Today, applying machine learning to drive business value in a company requires a lot more than figuring out the right algorithm to use; it requires tools and systems to manage the entire machine learning product lifecycle. For instance, we need systems to manage data pipelines, to monitor model performance and detect degradations, to analyze data quality and ensure consistency between training and prediction environments, to experiment with different versions of models, and to periodically retrain models and automatically deploy them.

At DoorDash, an on-demand logistics company, we fulfill deliveries on a dynamic marketplace, which requires extensive use of real-time predictions. Through many iterations of applying machine learning in our products, we identified solutions to address the above problems and built these into our machine learning platform.
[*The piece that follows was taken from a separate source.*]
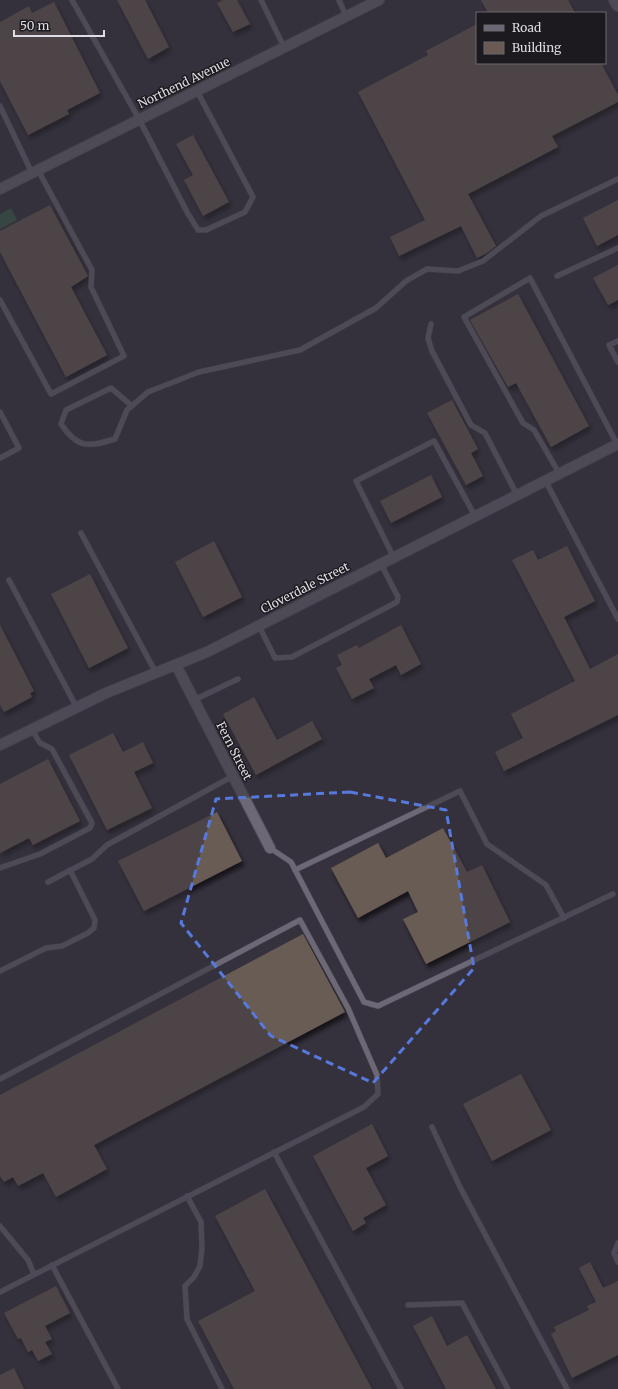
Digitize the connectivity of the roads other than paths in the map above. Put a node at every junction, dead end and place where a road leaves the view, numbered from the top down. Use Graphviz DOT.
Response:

This has dramatically reduced the cost of integrating machine learning into our products, saved us weeks of development time, and allowed us to use ML in new product areas.

In this talk, we will present our thoughts on how to structure machine learning systems in production to enable robust and wide-scale deployment of machine learning and share best practices in designing engineering tooling around machine learning.

Question:

QCon: Can you describe the machine learning platform you have leverage at DoorDash?

Answer:

Raghav: We built our system around common machine learning open source libraries in Python like SciKit-Learn, LightGBM, and Keras. We have a microservices architecture also built in Python which includes a prediction service that handles all the predictions and a features service. All the services are hosted on AWS.

Question:

QCon: Can you briefly describe your real-time prediction system?

Answer:

Raghav: Our Prediction system responds to HTTP/RPC requests, it accesses a model store to fetch the right model to use and obtains features from a features service.
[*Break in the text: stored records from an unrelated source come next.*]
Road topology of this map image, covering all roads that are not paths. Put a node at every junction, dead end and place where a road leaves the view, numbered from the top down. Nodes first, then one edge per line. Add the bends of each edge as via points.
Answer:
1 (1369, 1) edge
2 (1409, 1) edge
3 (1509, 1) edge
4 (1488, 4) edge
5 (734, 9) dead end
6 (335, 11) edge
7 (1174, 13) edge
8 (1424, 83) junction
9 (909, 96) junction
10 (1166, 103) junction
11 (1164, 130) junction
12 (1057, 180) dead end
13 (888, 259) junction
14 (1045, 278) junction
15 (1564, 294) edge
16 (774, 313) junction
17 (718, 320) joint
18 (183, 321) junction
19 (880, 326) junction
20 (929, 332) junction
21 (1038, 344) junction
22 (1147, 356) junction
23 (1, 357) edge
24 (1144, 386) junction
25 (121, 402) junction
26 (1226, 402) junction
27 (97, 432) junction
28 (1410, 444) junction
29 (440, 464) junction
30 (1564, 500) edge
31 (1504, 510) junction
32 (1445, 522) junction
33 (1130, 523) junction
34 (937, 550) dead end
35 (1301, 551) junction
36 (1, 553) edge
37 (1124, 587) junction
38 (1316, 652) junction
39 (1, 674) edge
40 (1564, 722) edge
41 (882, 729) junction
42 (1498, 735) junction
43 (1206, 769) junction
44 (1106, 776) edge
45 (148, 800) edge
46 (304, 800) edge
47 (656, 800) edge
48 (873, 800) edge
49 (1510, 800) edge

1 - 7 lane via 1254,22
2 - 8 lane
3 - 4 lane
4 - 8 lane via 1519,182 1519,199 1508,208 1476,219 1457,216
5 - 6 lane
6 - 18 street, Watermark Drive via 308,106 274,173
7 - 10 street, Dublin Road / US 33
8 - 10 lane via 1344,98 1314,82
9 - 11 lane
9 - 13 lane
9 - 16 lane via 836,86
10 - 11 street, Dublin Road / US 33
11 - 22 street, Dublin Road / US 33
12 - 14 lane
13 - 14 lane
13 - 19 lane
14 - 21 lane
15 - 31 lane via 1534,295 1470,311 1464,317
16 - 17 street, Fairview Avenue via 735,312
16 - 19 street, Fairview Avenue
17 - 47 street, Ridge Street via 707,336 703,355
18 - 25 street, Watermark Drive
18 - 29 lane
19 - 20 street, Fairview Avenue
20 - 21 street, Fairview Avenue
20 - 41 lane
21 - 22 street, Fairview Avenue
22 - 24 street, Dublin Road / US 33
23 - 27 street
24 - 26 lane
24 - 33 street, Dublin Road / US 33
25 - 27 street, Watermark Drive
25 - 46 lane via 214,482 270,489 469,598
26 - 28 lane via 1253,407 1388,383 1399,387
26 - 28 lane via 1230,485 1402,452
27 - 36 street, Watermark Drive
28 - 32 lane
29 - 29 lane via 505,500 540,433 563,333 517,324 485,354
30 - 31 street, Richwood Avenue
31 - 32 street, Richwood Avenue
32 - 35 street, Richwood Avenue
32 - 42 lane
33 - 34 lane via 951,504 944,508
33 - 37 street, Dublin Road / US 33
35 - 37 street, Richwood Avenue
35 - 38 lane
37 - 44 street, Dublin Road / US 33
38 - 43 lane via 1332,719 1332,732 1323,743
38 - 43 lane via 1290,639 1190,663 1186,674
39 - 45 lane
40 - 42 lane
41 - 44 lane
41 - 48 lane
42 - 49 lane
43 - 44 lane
There are two types of features are used for predictions

Real Time features about a delivery. These are things such as how many items does this delivery contain or what time/day of the week is it right now. These features are calculated about the delivery and passed into the system.
Batch Aggregate features which are pre-calculated and exposed through the features-service

So, for example, to predict ETAs, for every delivery, we make an HTTP/RPC request to the prediction service which knows how to fetch the model, use these features, and makes the prediction.

Question:

QCon: In your abstract, you talk about going through iterations of models. How do you go about testing and comparing your models at DoorDash?

Answer:

Raghav: We use two layers of testing.

Before launching a model, we use a shadow set up, where we don’t use the model to change the product. Instead, we measure the predictions against a current model which is running. This helps us to determine the accuracy of the model being tested in production. This is the first layer of testing.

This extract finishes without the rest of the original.